But if you decide to do it anyway, then yes, I'm fairly certain you have to set up and contribute to a 401(k) by the end of the calendar year. If you haven't done it by now I doubt you can get it done by 12/31, but it might be possible. Try calling Fidelity and see how fast they can set one up for you and accept contributions.

You could also see if a SEP or SIMPLE plan can be set up in time; I'm not sure on the details of those.

You also have until 4/15/2021 to contribute $6,000 to a traditional IRA for tax year 2020. This would lower your taxes by that same 12% as a 401(k) would, but you have more time to do it. But there is also a lower contribution maximum.

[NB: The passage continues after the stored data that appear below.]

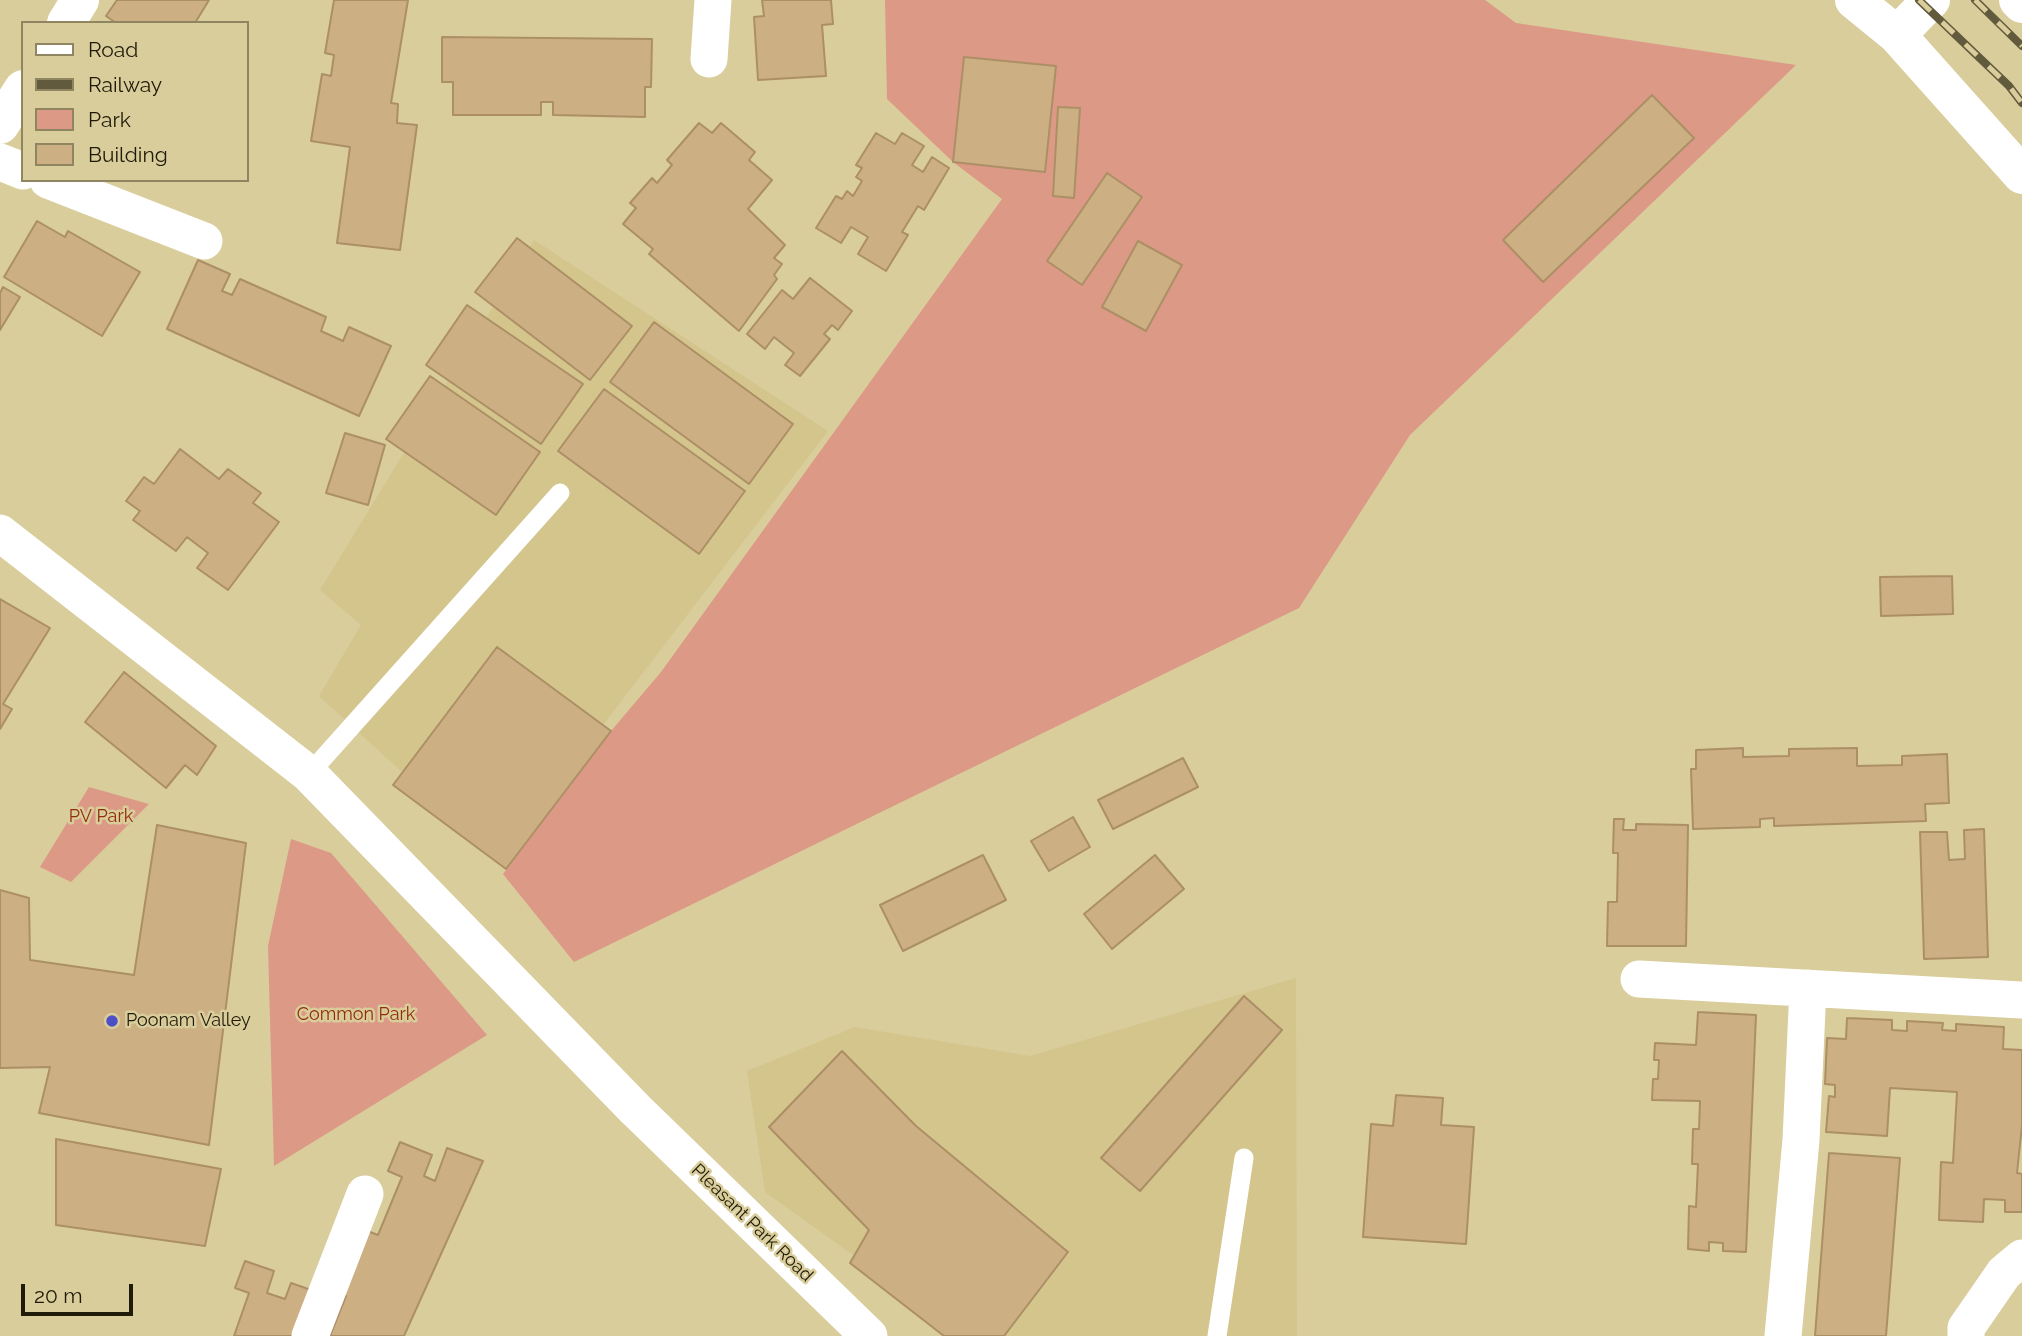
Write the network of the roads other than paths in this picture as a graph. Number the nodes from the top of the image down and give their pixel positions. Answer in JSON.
{"nodes":[{"id":1,"x":80,"y":0,"type":"edge"},
{"id":2,"x":713,"y":0,"type":"edge"},
{"id":3,"x":1854,"y":0,"type":"edge"},
{"id":4,"x":1931,"y":0,"type":"edge"},
{"id":5,"x":2018,"y":0,"type":"edge"},
{"id":6,"x":2022,"y":4,"type":"edge"},
{"id":7,"x":67,"y":21,"type":"edge"},
{"id":8,"x":1897,"y":35,"type":"junction"},
{"id":9,"x":709,"y":59,"type":"dead end"},
{"id":10,"x":21,"y":92,"type":"edge"},
{"id":11,"x":0,"y":125,"type":"edge"},
{"id":12,"x":0,"y":162,"type":"edge"},
{"id":13,"x":21,"y":170,"type":"edge"},
{"id":14,"x":2022,"y":175,"type":"edge"},
{"id":15,"x":53,"y":182,"type":"edge"},
{"id":16,"x":204,"y":242,"type":"dead end"},
{"id":17,"x":560,"y":493,"type":"dead end"},
{"id":18,"x":0,"y":533,"type":"edge"},
{"id":19,"x":309,"y":774,"type":"junction"},
{"id":20,"x":1639,"y":979,"type":"dead end"},
{"id":21,"x":1808,"y":988,"type":"junction"},
{"id":22,"x":2022,"y":1000,"type":"edge"},
{"id":23,"x":1244,"y":1158,"type":"dead end"},
{"id":24,"x":365,"y":1194,"type":"dead end"},
{"id":25,"x":2022,"y":1258,"type":"edge"},
{"id":26,"x":310,"y":1336,"type":"edge"},
{"id":27,"x":869,"y":1336,"type":"edge"},
{"id":28,"x":1217,"y":1336,"type":"edge"},
{"id":29,"x":1783,"y":1336,"type":"edge"},
{"id":30,"x":1966,"y":1336,"type":"edge"}],
"edges":[{"from":1,"to":7,"type":"main road"},
{"from":2,"to":9,"type":"street"},
{"from":3,"to":8,"type":"main road"},
{"from":4,"to":8,"type":"main road"},
{"from":5,"to":6,"type":"main road"},
{"from":8,"to":14,"type":"main road"},
{"from":10,"to":11,"type":"main road"},
{"from":12,"to":13,"type":"street"},
{"from":15,"to":16,"type":"street"},
{"from":17,"to":19,"type":"lane"},
{"from":18,"to":19,"type":"street","name":"Pleasant Park Road"},
{"from":19,"to":27,"type":"street","name":"Pleasant Park Road"},
{"from":20,"to":21,"type":"street"},
{"from":21,"to":22,"type":"street"},
{"from":21,"to":29,"type":"street"},
{"from":23,"to":28,"type":"lane"},
{"from":24,"to":26,"type":"street"},
{"from":25,"to":30,"type":"street"}]}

You didn't ask, but you might check to see if you qualify for the self-employed health insurance deduction on line 16 of Schedule 1. You probably also qualify for a QBI deduction on Form 1040 line 13. You should also qualify for deducting half of your SE taxes - see Schedule 1 line 14.

At your income level, if you make a contribution to a 401(k) or IRA, you probably will also qualify for the 20% level of the retirement savings contribution credit. This credit is only on the first $2K of contributions though, so for you it'd probably be $400. See Form 8880.

You can shell out the money if you like, but for straightforward situations like yours I think you'll get better advice here for free.

The above assumes you're single and that you have no other income other than what you stated. You should of course check all this info out for yourself and make sure it applies and you qualify.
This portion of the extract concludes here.